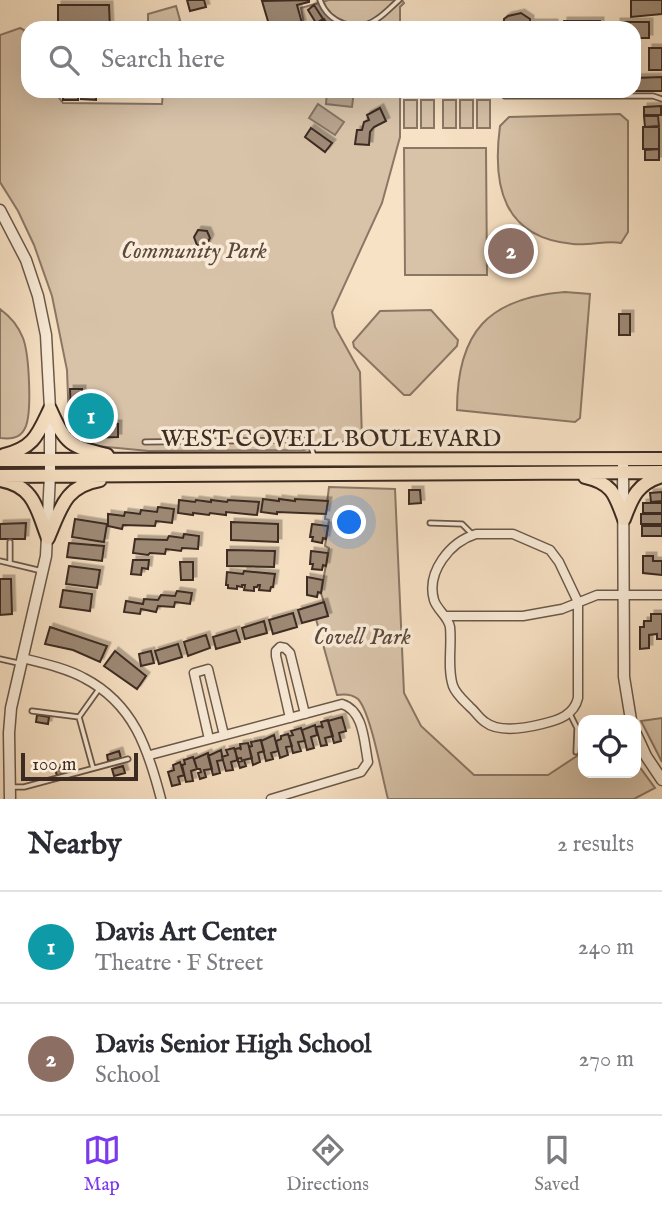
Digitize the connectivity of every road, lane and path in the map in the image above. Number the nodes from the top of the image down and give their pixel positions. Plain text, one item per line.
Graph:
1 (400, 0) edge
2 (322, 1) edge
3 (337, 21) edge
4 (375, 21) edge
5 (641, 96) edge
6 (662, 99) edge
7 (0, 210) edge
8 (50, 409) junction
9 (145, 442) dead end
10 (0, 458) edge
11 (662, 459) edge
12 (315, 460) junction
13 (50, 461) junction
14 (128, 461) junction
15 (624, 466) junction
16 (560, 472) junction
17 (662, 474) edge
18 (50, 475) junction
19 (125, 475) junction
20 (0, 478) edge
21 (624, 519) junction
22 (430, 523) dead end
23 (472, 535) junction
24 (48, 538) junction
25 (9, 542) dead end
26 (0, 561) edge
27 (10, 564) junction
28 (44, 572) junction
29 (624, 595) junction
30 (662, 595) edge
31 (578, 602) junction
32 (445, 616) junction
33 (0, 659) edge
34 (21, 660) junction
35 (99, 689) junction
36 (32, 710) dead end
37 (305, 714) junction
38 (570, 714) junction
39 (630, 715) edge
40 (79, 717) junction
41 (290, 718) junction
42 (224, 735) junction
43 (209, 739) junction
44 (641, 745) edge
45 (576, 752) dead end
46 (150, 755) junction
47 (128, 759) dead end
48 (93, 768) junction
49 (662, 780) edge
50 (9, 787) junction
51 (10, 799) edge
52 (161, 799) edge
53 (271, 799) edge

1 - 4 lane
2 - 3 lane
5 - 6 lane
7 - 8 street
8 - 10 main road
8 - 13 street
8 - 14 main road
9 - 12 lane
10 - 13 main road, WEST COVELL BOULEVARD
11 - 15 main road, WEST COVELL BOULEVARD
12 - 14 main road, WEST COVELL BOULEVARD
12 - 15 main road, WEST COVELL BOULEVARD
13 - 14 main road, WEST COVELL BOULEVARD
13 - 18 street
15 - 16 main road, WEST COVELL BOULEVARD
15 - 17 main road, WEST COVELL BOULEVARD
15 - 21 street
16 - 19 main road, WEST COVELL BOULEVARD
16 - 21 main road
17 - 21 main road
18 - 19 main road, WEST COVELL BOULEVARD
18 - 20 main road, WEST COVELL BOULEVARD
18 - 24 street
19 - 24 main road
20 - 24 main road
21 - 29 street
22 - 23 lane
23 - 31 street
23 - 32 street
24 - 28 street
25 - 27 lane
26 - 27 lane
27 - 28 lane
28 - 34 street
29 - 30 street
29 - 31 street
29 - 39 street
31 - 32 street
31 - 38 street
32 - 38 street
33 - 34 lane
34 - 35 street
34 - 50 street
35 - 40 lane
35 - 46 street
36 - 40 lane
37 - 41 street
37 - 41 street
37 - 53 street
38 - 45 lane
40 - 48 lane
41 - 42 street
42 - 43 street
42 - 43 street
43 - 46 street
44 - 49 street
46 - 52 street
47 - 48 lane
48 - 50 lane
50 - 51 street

***

__Problem description__
Your response should be each line that includes the word "COVELL", copied from the records.

__The completed task__
10 - 13 main road, WEST COVELL BOULEVARD
11 - 15 main road, WEST COVELL BOULEVARD
12 - 14 main road, WEST COVELL BOULEVARD
12 - 15 main road, WEST COVELL BOULEVARD
13 - 14 main road, WEST COVELL BOULEVARD
15 - 16 main road, WEST COVELL BOULEVARD
15 - 17 main road, WEST COVELL BOULEVARD
16 - 19 main road, WEST COVELL BOULEVARD
18 - 19 main road, WEST COVELL BOULEVARD
18 - 20 main road, WEST COVELL BOULEVARD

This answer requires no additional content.